I wouldn’t change a thing. Maybe I’d start sooner if I could. But an awesomely smart man once told me that if I had started sooner, I’d probably would have killed myself already. He is probably right. The past two years have just flown by; and looking back at myself learning on my Hog, being scared to ride in traffic, hoping that the light wouldn’t turn red before I got there, so I didn’t have to stop. That doesn’t seem like it was me. It’s almost disconnected. Like it is someone else I am looking at, but not quite. A twin sister, perhaps. A sister I haven’t known and didn’t grow up with. I’m a single child, what do I know? There is, however, a distinct dissociation there. That is where my saying originated: 1 year. 2 bikes. Thousands of miles and worlds apart. I knew it then. It’s even worse now. My S1000RR Present Self is looking at the Hayabusa Self the way the Hayabusa Self looked at the Harley Self over a year ago.

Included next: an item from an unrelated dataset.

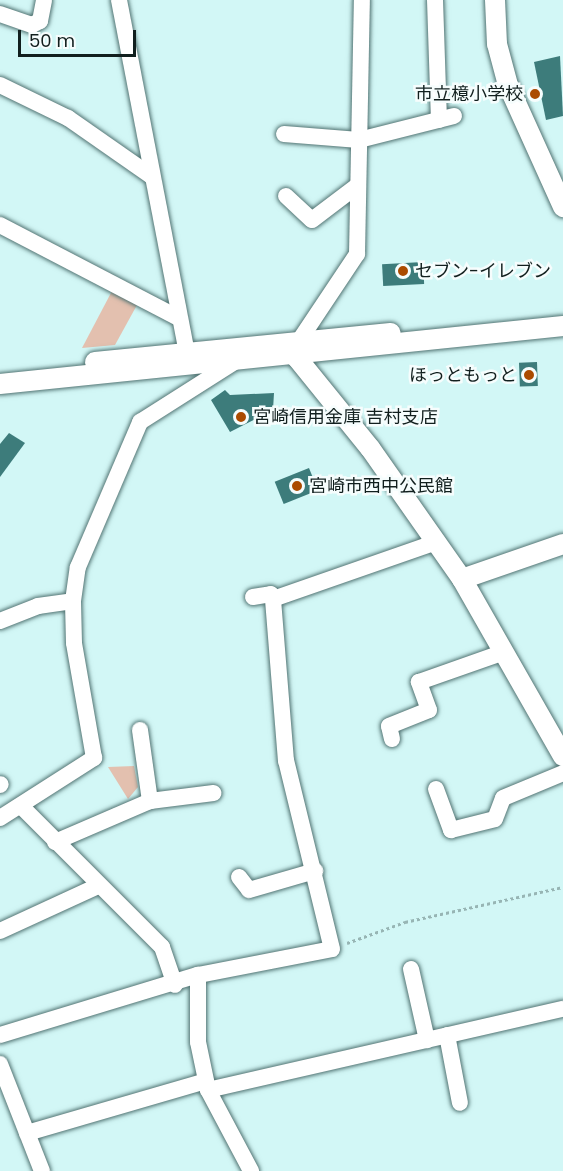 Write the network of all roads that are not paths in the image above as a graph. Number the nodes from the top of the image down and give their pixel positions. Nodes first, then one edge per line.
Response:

Good gawd! Where is this coming from…? I’m getting way too philosophical here. If I continue down this road… I really don’t want to know the reasons. It seems to be a measure of skill progression and theoretical knowledge of the subject. Like comparing a character from the seventh season of some TV drama to the same character in the third season and then to the one in the first. They are worlds apart. The actor grows into their role and the character becomes more “there”, more realistic, more believable. They had six seasons of practice to get it right. I am more “there” now, after two seasons, but I have plenty of seasons left.
All I really sat down to convey is that I consider a little light reading what you see in the picture above. That is the Chicken Soup for the Motorcycle Soul. If it hasn’t to do with riding bikes, the physics and dynamics of bikes, or the maintenance of bikes, I don’t waste my time on it. I work. I ride. I sleep. And, hopefully, soon I’ll be adding “I race.” to that statement.